| Assigned task |
Copy every line that contains the string "Mokolo" from the entries below.

| Information shown |

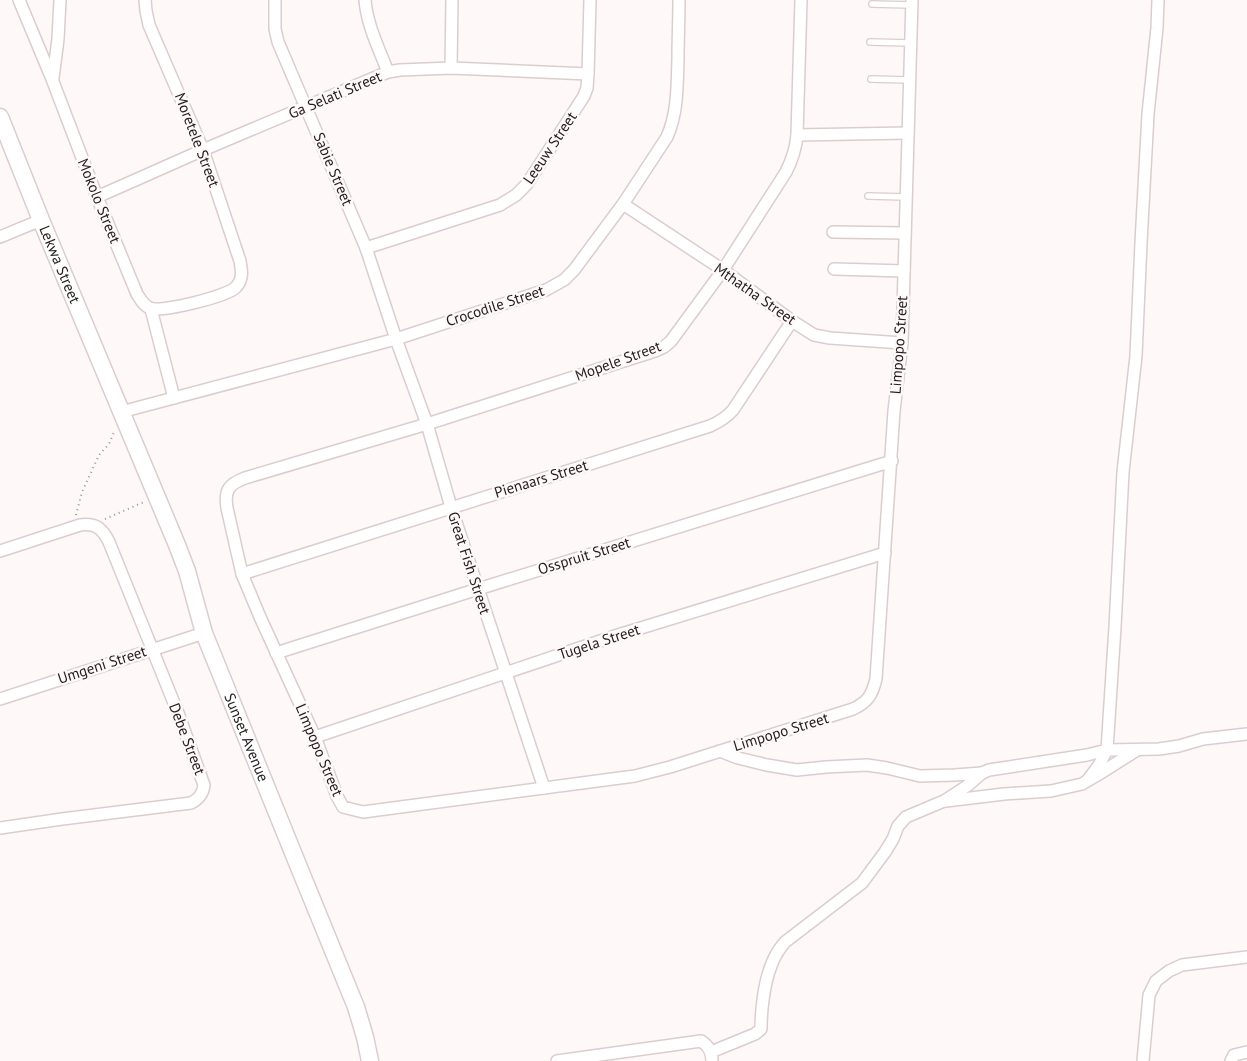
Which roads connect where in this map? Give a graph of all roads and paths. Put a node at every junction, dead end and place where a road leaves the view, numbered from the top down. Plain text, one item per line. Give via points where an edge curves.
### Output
1 (19, 0) edge
2 (60, 0) edge
3 (145, 0) edge
4 (275, 0) edge
5 (365, 0) edge
6 (452, 0) edge
7 (590, 0) edge
8 (679, 0) edge
9 (801, 0) edge
10 (1158, 0) edge
11 (912, 2) edge
12 (872, 4) dead end
13 (870, 42) dead end
14 (911, 43) junction
15 (451, 68) junction
16 (388, 72) junction
17 (588, 74) junction
18 (52, 78) junction
19 (871, 80) dead end
20 (910, 80) junction
21 (306, 107) junction
22 (0, 117) edge
23 (908, 134) junction
24 (797, 135) junction
25 (203, 150) junction
26 (868, 196) dead end
27 (97, 197) junction
28 (906, 197) junction
29 (623, 204) junction
30 (41, 220) junction
31 (833, 232) dead end
32 (905, 233) junction
33 (0, 237) edge
34 (366, 248) junction
35 (834, 269) dead end
36 (723, 270) junction
37 (904, 271) junction
38 (151, 309) junction
39 (792, 321) junction
40 (396, 338) junction
41 (902, 343) junction
42 (174, 398) junction
43 (121, 412) junction
44 (427, 424) junction
45 (892, 461) junction
46 (232, 484) joint
47 (158, 497) junction
48 (451, 508) junction
49 (94, 525) junction
50 (73, 527) junction
51 (0, 551) edge
52 (885, 552) junction
53 (242, 574) junction
54 (478, 589) junction
55 (204, 633) junction
56 (152, 649) junction
57 (276, 653) junction
58 (506, 673) junction
59 (0, 699) edge
60 (1247, 734) edge
61 (315, 737) junction
62 (1138, 749) junction
63 (1107, 750) junction
64 (720, 751) junction
65 (982, 773) junction
66 (1088, 780) junction
67 (544, 788) junction
68 (944, 801) junction
69 (0, 828) edge
70 (1247, 957) edge
71 (1247, 1052) edge
72 (711, 1056) edge
73 (370, 1061) edge
74 (557, 1061) edge
75 (1143, 1061) edge
76 (1231, 1061) edge

1 - 18 street, Mokolo Street
2 - 18 street via 58,47
3 - 25 street, Moretele Street via 149,25
4 - 21 street, Sabie Street via 278,42
5 - 16 street
6 - 15 street
7 - 17 street, Leeuw Street
8 - 29 street, Crocodile Street via 677,91 672,127
9 - 24 street, Mopele Street
10 - 63 street via 1136,356 1123,472
11 - 12 lane
11 - 14 street, Limpopo Street
13 - 14 lane
14 - 20 street, Limpopo Street
15 - 16 street, Ga Selati Street
15 - 17 street, Ga Selati Street
16 - 21 street, Ga Selati Street
17 - 34 street, Leeuw Street via 587,88 580,104 527,184 516,195 500,204
18 - 27 street, Mokolo Street
19 - 20 lane
20 - 23 street, Limpopo Street
21 - 25 street, Ga Selati Street
21 - 34 street, Sabie Street
22 - 30 street, Lekwa Street
23 - 24 street
23 - 28 street, Limpopo Street
24 - 36 street, Mopele Street via 786,172
25 - 27 street, Ga Selati Street
25 - 38 street, Moretele Street via 240,261 240,282 228,293 161,310
26 - 28 lane
27 - 38 street, Mokolo Street via 137,294
28 - 32 street, Limpopo Street
29 - 36 street, Mthatha Street
29 - 40 street, Crocodile Street via 574,270 556,285
30 - 33 street
30 - 43 street, Lekwa Street
31 - 32 street
32 - 37 street, Limpopo Street
34 - 40 street, Sabie Street
35 - 37 street
36 - 39 street, Mthatha Street
36 - 44 street, Mopele Street via 678,333 655,351
37 - 41 street, Limpopo Street
38 - 42 street
39 - 41 street, Mthatha Street via 822,337
39 - 48 street, Pienaars Street via 733,410 719,422
40 - 42 street, Crocodile Street
40 - 44 street, Great Fish Street
41 - 45 street, Limpopo Street
42 - 43 street, Crocodile Street
43 - 47 street, Sunset Avenue
43 - 50 path via 109,444 98,455 82,492
44 - 46 street, Mopele Street
44 - 48 street, Great Fish Street
45 - 52 street, Limpopo Street
45 - 54 street, Osspruit Street
46 - 53 street, Limpopo Street via 225,500
47 - 49 path
47 - 55 street, Sunset Avenue via 187,571
48 - 53 street, Pienaars Street
48 - 54 street, Great Fish Street
49 - 50 street
49 - 56 street, Debe Street via 109,542
50 - 51 street
52 - 58 street, Tugela Street
52 - 64 street, Limpopo Street via 876,679 869,698 854,710
53 - 57 street, Limpopo Street
54 - 57 street, Osspruit Street
54 - 58 street, Great Fish Street
55 - 56 street, Umgeni Street
55 - 73 street, Sunset Avenue via 356,1007
56 - 59 street, Umgeni Street
56 - 69 street, Debe Street via 202,777 204,791 199,799 192,803
57 - 61 street, Limpopo Street
58 - 61 street, Tugela Street
58 - 67 street, Great Fish Street
60 - 62 street via 1202,739 1165,748
61 - 67 street, Limpopo Street via 343,807 353,810 363,812
62 - 63 street
62 - 66 street
63 - 65 street
63 - 66 street
64 - 65 street via 797,770 867,765 920,776
64 - 67 street, Limpopo Street via 635,776
65 - 68 street
66 - 68 street via 1050,791
68 - 72 street via 906,817 862,883 785,942 769,970 761,1029
70 - 75 street via 1182,965 1156,981 1149,995
71 - 76 street via 1234,1055
72 - 74 street via 707,1044 702,1041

| Reply to the task |
1 - 18 street, Mokolo Street
18 - 27 street, Mokolo Street
27 - 38 street, Mokolo Street via 137,294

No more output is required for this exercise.